Es ist zu beachten, dass Kohle die Preise von Betonstahl in der späteren Phase stützen könnte. Mit zunehmender Hitze und dem Beginn des Sommers wechselt der Markt von der schwachen Stromnachfrage zur starken Nachfrage. Aus energetischer Sicht ist die Wahrscheinlichkeit eines Anstiegs der Kohlepreise in diesem Sommer hoch, was Betonstahl zu einem deutlichen Preisanstieg verhelfen könnte. Auf der Energieangebotsseite ist die Kohleproduktion im Jahresvergleich gesunken. Laut Daten des Nationalen Statistikbüros betrug die Rohkohleproduktion der Industrie über der angegebenen Größe im April 390 Millionen Tonnen, ein Rückgang von 1,0 % im Jahresvergleich; die durchschnittliche Tagesproduktion lag bei 12,85 Millionen Tonnen. Von Januar bis April betrug die Rohkohleproduktion der Industrie über der angegebenen Größe 1,58 Milliarden Tonnen, ein Rückgang von 0,1 % im Jahresvergleich. Auf der Kohlenachfrageseite hat sich das Wachstum der Stromerzeugung der Industrie über der angegebenen Größe beschleunigt. Im April betrug die Stromerzeugung der Industrie über der angegebenen Größe 744,0 Milliarden Kilowattstunden, ein Anstieg von 2,6 % im Jahresvergleich. Es wird erwartet, dass das heiße Klima in diesem Sommer die Stromnachfrage erhöht. Das Angebot-Nachfrage-Verhältnis bei Kohle verbessert sich, und in Verbindung mit den hohen Rohölpreisen im Ausland ist die Energieangebots-Nachfrage-Situation stark. Am 22. Mai ereignete sich in der Liushényù-Kohlemine der Tongzhou-Gruppe im Kreis Qinyuan, Stadt Changzhi, Provinz Shanxi, eine Gasexplosion unter Tage, die erhebliche Personenschäden verursachte. Dieses Ereignis wird tiefgreifende Auswirkungen auf die aktuelle Kohleindustrie in Shanxi haben. Nach dem Unfall leiteten mehrere Gebiete in Shanxi (wie Lüliang und Jinzhong) dringend groß angelegte Sicherheitsinspektionen in Kohlebergwerken ein, was die ohnehin angespannte Kohleversorgung weiter verschärfen wird.

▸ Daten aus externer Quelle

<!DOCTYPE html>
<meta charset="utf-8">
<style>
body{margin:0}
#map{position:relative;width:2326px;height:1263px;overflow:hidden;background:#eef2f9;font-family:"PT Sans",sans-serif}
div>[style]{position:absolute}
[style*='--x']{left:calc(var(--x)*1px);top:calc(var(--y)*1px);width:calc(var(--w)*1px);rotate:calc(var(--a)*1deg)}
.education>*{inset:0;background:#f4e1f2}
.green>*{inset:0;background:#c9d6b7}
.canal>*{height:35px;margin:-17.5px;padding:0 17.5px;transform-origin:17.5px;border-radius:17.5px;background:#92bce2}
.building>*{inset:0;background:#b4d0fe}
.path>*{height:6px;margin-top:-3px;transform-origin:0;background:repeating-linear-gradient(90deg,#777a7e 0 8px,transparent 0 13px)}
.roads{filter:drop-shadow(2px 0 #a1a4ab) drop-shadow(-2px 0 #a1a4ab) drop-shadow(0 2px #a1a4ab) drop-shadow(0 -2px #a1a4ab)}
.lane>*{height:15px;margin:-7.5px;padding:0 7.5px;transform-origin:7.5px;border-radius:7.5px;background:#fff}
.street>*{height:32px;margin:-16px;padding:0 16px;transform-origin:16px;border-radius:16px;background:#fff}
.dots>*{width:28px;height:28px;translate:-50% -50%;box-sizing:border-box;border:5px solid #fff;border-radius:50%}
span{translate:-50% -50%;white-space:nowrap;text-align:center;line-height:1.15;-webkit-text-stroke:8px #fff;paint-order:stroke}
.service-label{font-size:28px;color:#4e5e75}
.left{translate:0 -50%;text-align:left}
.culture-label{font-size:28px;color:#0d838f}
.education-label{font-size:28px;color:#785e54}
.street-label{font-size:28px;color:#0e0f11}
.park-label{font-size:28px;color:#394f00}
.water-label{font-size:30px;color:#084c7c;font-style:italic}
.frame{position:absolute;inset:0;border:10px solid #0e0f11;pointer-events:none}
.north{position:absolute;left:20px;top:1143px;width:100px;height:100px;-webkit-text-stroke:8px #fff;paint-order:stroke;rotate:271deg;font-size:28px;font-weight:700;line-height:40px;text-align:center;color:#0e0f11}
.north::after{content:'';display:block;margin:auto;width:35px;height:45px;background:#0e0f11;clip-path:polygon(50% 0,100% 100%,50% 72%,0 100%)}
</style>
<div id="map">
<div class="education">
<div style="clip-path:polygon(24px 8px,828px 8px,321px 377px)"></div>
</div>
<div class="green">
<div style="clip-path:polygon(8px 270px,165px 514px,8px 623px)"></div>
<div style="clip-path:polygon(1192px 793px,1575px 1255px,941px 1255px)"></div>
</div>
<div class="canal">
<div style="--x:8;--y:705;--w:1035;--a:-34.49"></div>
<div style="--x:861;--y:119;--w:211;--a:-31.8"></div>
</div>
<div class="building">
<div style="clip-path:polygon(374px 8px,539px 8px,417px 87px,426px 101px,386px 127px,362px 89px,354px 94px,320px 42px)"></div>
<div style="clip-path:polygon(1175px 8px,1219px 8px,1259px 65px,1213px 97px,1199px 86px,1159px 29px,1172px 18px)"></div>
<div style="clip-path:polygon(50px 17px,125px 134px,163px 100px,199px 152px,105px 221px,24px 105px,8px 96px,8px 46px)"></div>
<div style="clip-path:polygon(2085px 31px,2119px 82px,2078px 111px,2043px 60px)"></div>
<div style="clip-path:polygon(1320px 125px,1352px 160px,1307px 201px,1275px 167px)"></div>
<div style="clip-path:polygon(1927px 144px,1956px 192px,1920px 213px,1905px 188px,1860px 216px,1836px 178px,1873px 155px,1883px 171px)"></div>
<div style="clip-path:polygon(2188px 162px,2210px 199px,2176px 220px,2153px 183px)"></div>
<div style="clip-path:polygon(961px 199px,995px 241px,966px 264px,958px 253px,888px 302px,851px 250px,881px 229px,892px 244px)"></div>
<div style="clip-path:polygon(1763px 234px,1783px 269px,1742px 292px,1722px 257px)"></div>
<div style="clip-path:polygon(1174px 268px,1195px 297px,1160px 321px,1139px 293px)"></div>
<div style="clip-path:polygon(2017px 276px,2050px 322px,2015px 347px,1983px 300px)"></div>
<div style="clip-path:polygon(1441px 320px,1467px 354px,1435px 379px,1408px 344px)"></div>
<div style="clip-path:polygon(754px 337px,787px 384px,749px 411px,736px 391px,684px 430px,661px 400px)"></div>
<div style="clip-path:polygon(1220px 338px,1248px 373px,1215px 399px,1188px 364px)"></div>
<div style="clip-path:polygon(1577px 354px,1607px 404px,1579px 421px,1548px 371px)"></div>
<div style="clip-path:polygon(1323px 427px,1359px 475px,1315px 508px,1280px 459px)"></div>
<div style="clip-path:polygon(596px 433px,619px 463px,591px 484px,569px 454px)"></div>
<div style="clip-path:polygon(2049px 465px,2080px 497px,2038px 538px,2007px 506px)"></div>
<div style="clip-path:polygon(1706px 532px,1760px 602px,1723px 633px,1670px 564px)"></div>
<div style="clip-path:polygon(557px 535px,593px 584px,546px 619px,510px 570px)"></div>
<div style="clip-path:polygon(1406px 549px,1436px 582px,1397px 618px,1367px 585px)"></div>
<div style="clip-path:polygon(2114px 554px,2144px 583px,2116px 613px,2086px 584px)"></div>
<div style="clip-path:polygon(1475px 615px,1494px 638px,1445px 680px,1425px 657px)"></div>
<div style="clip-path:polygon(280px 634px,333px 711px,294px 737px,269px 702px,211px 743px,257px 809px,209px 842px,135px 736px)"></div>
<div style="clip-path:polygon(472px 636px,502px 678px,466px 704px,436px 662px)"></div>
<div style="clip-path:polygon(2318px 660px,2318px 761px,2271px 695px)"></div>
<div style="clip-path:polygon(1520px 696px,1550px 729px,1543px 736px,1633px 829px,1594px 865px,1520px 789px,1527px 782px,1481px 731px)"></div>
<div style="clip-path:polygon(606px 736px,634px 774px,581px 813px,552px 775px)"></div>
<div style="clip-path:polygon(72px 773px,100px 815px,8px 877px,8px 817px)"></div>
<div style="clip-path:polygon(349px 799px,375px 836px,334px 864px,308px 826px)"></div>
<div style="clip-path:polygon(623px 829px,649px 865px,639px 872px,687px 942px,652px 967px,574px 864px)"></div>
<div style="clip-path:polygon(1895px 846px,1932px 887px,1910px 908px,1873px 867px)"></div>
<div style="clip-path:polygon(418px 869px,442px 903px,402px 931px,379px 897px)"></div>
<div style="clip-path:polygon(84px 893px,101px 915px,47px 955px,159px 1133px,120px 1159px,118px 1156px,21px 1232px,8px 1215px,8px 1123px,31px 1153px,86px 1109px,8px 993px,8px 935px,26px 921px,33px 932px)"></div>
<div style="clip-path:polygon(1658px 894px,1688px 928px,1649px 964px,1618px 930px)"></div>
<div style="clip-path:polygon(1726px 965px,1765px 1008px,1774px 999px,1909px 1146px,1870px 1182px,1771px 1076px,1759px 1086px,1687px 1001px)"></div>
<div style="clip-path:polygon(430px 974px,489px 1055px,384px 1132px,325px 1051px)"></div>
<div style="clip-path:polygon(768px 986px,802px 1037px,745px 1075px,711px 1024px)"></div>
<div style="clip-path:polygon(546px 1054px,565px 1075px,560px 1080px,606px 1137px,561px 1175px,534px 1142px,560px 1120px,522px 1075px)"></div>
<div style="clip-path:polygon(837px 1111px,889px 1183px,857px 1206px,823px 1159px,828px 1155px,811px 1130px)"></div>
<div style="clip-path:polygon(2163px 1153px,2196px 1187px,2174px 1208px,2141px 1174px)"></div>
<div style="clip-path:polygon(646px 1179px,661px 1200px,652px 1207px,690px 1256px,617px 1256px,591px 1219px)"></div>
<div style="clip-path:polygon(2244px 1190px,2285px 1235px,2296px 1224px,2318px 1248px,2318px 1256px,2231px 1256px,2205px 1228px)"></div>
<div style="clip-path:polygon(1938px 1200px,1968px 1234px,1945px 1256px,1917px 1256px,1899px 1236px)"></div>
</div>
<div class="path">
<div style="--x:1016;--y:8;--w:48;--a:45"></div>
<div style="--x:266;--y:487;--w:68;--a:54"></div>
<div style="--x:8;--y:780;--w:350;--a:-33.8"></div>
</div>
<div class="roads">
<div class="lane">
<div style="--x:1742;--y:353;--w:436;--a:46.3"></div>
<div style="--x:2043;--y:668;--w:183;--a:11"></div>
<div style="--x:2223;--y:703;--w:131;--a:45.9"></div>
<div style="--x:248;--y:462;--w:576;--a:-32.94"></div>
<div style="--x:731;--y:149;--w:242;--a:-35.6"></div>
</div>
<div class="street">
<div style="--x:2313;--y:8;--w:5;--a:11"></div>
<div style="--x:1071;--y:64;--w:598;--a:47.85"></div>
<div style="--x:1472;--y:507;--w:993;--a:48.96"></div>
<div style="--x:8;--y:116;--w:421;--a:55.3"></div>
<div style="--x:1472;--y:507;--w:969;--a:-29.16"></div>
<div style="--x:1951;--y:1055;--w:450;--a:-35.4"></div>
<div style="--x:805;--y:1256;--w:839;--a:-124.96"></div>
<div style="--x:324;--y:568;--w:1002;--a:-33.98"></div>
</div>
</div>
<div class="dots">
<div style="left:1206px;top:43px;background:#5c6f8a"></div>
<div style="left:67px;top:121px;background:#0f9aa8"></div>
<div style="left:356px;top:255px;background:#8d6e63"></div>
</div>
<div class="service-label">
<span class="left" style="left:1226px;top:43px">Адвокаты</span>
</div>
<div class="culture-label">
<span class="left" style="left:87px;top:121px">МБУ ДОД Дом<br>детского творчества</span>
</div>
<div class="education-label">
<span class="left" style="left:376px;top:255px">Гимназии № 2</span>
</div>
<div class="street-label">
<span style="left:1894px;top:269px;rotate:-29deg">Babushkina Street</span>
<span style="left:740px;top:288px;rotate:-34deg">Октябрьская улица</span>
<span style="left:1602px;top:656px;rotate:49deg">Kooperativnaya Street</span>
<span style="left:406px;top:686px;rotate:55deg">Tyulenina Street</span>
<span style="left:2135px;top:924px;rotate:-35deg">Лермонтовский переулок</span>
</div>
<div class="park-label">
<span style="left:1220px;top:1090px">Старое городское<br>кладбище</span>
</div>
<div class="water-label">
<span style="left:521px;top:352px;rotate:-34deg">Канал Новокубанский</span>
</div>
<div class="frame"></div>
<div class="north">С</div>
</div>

Insgesamt gibt es bei Angebot und Nachfrage von Betonstahl keine Highlights, aber die Preise sind nicht hoch und die makroökonomischen Rahmenbedingungen bieten eine Unterstützung. Es wird erwartet, dass die Kohlepreise im Sommer die Stahlpreise nach oben treiben werden, sodass der Betonstahlmarkt insgesamt eher stark sein dürfte.